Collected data
══════════════════════════════
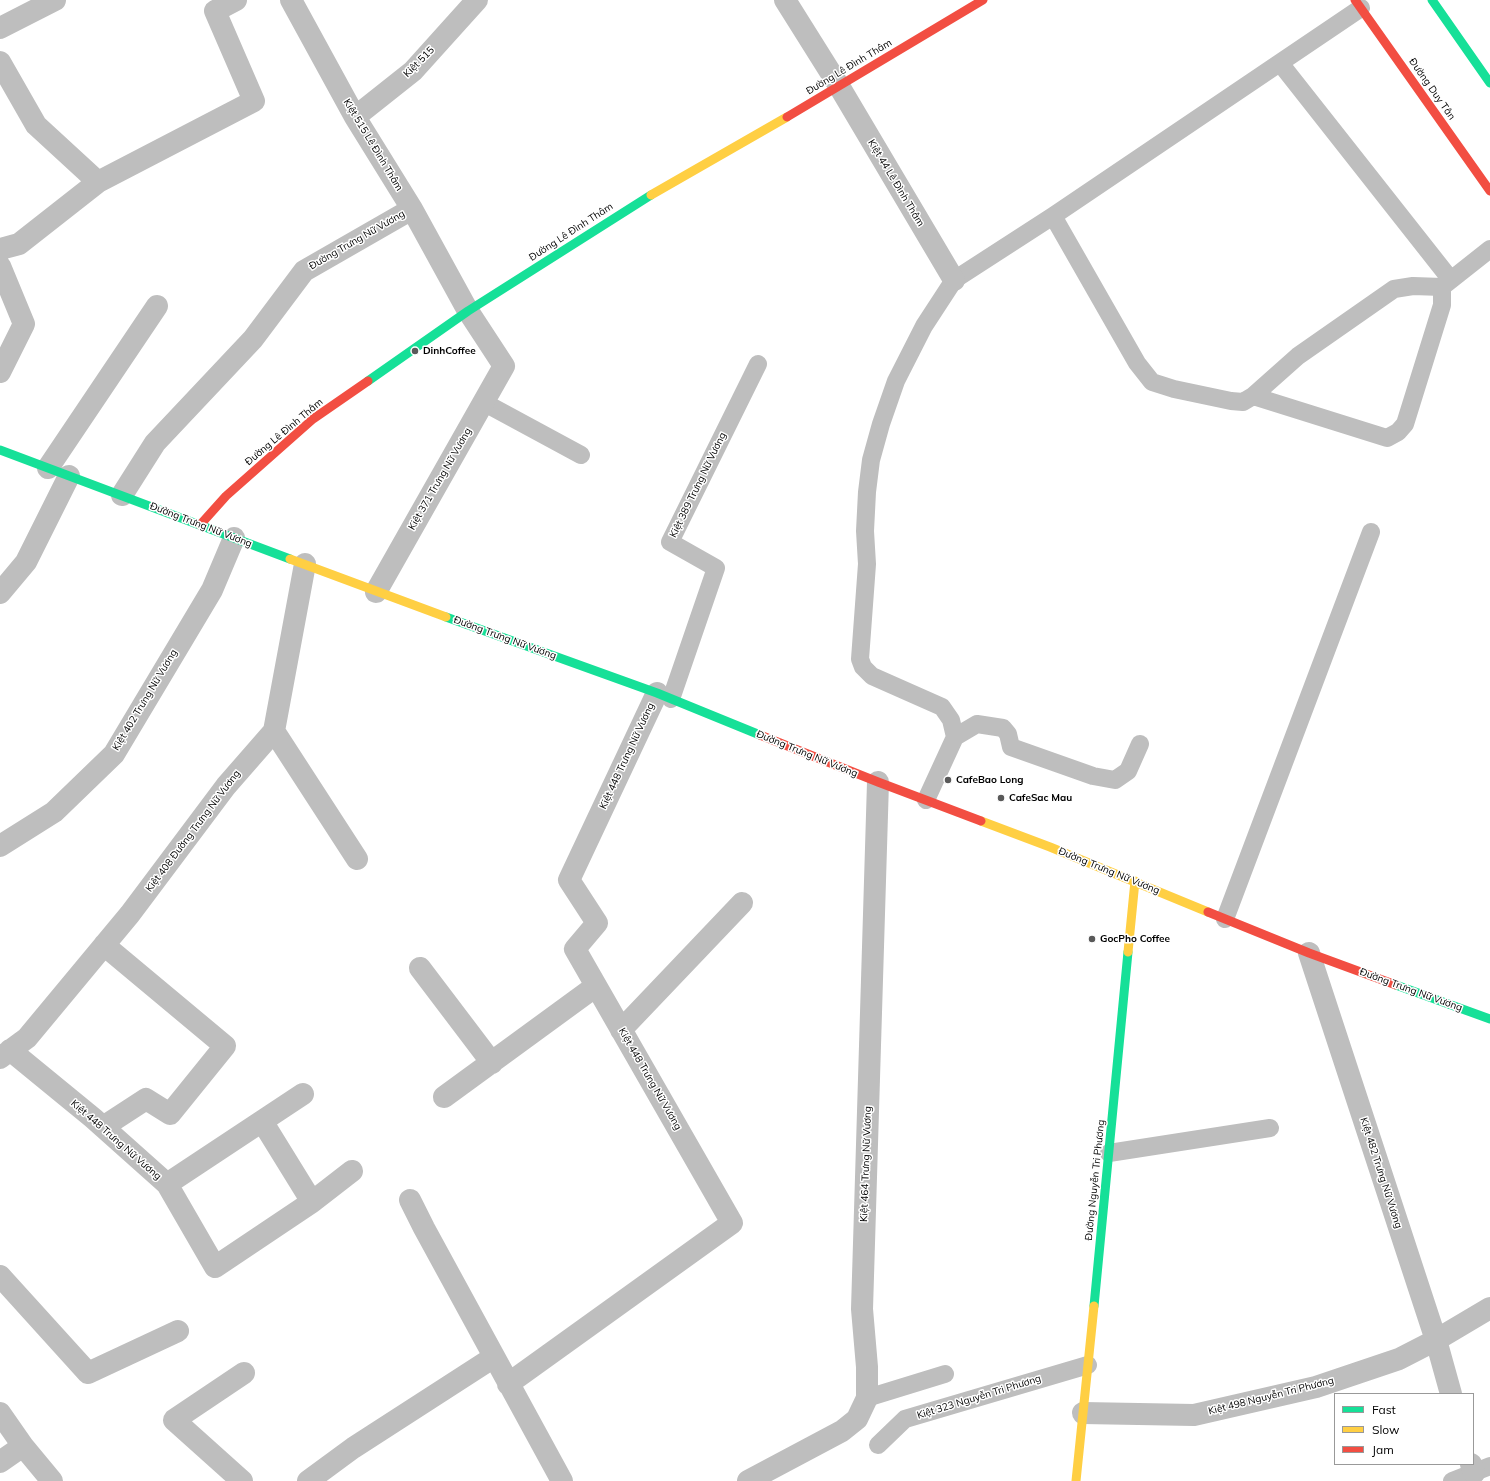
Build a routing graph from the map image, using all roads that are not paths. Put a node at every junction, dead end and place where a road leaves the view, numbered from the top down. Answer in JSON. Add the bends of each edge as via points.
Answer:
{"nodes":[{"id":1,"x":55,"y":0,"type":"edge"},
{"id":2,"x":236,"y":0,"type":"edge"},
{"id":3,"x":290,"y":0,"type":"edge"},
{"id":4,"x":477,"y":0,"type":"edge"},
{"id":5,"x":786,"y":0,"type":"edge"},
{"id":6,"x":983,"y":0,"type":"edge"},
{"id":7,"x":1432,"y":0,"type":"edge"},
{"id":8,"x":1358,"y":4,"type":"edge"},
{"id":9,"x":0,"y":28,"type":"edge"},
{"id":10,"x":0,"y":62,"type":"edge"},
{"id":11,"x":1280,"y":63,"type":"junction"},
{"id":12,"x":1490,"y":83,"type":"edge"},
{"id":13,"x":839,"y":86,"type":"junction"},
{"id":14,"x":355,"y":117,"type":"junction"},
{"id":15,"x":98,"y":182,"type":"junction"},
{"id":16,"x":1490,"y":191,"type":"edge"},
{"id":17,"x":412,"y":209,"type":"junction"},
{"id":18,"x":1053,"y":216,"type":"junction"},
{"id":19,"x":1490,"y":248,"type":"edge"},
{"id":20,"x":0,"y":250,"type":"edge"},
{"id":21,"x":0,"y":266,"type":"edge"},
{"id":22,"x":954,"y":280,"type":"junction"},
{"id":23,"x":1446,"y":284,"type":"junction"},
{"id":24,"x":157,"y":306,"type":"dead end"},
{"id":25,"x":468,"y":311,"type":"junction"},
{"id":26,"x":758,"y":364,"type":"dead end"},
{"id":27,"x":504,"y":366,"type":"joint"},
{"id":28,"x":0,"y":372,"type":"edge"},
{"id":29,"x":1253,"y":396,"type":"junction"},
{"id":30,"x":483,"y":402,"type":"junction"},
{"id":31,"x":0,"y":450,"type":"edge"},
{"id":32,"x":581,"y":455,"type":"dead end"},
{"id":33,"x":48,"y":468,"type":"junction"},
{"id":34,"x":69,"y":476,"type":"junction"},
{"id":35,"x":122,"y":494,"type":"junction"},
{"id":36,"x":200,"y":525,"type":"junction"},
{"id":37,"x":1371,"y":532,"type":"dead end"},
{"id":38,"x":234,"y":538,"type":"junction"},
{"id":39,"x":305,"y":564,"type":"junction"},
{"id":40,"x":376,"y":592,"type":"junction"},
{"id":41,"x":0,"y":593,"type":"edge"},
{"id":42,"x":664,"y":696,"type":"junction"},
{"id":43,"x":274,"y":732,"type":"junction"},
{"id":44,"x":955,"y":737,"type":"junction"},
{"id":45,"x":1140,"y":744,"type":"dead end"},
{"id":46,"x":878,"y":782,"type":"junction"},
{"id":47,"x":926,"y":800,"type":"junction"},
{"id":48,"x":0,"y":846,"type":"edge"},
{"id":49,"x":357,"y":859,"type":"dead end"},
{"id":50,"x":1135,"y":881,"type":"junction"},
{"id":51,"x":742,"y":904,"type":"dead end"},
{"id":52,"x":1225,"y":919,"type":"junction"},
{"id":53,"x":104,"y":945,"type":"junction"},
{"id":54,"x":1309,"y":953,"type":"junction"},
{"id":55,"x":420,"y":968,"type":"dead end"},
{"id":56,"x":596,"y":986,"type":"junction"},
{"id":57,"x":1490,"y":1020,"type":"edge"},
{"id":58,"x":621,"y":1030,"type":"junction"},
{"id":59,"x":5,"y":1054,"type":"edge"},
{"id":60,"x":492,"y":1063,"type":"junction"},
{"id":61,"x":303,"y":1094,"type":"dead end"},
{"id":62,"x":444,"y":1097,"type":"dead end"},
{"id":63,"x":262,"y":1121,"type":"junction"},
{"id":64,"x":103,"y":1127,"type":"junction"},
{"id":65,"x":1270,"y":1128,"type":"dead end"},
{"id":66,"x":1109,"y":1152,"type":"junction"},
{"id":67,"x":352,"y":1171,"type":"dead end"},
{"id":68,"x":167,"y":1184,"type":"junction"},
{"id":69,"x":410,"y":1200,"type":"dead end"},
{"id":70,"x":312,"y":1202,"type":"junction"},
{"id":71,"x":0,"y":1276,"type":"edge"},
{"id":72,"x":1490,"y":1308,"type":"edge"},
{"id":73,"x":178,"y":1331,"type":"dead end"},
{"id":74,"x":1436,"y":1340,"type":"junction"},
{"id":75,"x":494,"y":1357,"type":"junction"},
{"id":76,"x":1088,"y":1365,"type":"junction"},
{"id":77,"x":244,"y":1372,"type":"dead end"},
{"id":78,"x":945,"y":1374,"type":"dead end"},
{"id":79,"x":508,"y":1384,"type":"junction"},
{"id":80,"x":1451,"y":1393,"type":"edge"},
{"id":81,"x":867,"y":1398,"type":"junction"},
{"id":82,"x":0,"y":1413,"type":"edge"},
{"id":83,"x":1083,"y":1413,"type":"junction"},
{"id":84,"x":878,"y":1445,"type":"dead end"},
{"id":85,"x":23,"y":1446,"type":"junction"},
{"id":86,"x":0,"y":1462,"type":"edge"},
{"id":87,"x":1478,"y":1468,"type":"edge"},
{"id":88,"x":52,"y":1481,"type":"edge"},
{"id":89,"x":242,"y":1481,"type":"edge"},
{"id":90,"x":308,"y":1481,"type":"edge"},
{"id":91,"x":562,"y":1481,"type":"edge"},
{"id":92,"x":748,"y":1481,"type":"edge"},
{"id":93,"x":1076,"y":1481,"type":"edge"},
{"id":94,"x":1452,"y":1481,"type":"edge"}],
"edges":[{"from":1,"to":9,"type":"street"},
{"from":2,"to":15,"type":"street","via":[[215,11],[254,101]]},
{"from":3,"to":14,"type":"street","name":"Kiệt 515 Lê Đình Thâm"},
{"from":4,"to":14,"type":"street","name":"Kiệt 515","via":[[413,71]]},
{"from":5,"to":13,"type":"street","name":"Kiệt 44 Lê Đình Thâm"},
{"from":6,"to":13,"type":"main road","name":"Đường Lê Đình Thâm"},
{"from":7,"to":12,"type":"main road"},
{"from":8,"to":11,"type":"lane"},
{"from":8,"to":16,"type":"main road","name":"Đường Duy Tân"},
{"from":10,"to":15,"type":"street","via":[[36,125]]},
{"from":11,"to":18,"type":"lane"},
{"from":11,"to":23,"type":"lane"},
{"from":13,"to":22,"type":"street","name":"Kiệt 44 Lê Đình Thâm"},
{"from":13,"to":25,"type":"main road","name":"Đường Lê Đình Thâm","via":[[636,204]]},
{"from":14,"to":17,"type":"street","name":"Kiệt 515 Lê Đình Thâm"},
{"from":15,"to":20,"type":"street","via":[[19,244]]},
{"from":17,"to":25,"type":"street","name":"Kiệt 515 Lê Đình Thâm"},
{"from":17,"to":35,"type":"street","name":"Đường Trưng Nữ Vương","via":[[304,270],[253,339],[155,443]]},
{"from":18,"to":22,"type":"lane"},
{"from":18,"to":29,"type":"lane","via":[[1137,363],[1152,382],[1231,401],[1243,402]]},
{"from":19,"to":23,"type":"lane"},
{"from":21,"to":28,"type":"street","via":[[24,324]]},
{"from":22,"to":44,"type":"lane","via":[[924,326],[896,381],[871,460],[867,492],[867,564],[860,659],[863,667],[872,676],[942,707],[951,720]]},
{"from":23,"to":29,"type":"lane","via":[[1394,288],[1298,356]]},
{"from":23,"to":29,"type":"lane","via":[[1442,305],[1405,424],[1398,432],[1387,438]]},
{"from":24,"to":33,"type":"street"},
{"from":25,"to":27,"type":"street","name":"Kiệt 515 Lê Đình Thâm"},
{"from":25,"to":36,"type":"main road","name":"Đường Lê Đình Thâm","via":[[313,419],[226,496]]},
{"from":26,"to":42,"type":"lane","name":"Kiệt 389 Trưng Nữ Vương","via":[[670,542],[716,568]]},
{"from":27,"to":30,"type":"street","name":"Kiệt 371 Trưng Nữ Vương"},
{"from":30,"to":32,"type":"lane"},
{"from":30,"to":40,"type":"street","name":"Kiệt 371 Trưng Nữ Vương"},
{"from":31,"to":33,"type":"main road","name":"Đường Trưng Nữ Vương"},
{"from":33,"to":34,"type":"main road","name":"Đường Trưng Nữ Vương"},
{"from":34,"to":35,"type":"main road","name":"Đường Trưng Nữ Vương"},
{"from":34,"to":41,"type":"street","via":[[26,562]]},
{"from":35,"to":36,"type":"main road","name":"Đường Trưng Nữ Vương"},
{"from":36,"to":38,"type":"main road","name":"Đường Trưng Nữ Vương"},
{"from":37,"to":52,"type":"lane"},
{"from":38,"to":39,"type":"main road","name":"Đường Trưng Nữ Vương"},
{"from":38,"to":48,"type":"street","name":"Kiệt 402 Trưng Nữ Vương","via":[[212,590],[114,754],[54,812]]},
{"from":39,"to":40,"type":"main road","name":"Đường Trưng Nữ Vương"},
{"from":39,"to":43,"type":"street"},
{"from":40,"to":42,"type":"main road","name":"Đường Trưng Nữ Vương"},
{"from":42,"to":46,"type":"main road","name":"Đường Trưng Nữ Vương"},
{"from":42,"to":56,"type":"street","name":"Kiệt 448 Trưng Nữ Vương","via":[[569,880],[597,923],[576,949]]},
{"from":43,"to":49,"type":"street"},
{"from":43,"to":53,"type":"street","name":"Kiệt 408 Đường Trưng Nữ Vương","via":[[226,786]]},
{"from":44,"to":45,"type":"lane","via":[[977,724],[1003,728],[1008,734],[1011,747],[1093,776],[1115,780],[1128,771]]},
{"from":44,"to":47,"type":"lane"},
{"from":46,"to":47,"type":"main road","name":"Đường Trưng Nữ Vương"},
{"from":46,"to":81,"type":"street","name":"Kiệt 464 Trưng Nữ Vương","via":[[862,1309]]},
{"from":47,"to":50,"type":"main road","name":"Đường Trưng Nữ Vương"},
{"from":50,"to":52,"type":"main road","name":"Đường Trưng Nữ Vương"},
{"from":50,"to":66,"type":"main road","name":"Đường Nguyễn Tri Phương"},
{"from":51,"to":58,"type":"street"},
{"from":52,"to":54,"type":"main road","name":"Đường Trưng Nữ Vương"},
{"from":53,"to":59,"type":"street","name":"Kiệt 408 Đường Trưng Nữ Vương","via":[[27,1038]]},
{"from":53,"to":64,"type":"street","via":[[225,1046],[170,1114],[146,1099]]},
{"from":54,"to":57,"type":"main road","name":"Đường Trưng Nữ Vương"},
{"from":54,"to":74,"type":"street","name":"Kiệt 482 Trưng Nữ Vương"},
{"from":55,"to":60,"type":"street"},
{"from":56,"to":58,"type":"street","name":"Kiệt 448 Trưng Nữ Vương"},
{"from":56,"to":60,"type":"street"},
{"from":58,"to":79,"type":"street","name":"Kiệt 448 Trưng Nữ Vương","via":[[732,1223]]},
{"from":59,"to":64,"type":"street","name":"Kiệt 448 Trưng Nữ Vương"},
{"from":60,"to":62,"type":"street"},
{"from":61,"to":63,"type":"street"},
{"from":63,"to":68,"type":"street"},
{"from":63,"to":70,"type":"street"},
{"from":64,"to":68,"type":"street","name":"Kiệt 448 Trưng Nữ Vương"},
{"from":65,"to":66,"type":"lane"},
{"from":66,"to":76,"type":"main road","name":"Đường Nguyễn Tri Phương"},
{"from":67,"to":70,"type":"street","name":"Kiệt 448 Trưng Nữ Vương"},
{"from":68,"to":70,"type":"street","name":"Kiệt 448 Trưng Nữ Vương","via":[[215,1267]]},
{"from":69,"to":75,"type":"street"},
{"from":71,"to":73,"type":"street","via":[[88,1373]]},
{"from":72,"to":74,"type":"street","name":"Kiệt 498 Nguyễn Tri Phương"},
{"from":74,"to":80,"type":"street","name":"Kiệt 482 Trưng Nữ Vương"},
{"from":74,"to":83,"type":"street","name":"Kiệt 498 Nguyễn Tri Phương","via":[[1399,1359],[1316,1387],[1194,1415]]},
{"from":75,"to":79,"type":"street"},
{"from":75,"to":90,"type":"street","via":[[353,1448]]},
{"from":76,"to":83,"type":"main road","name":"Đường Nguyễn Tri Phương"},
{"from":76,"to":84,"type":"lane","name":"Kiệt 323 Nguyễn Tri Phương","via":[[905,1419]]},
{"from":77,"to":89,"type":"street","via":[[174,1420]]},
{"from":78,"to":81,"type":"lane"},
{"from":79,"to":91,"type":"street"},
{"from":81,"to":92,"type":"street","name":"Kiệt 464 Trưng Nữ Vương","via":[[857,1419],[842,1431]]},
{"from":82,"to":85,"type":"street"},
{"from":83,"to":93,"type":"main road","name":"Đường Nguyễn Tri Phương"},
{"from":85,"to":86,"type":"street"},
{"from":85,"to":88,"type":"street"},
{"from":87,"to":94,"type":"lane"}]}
══════════════════════════════
EXERCISE DETAILS: Whenever the string "Đình" shows up in a line of the entries, copy that line.

TASK SOLUTION:
{"from":3,"to":14,"type":"street","name":"Kiệt 515 Lê Đình Thâm"},
{"from":5,"to":13,"type":"street","name":"Kiệt 44 Lê Đình Thâm"},
{"from":6,"to":13,"type":"main road","name":"Đường Lê Đình Thâm"},
{"from":13,"to":22,"type":"street","name":"Kiệt 44 Lê Đình Thâm"},
{"from":13,"to":25,"type":"main road","name":"Đường Lê Đình Thâm","via":[[636,204]]},
{"from":14,"to":17,"type":"street","name":"Kiệt 515 Lê Đình Thâm"},
{"from":17,"to":25,"type":"street","name":"Kiệt 515 Lê Đình Thâm"},
{"from":25,"to":27,"type":"street","name":"Kiệt 515 Lê Đình Thâm"},
{"from":25,"to":36,"type":"main road","name":"Đường Lê Đình Thâm","via":[[313,419],[226,496]]},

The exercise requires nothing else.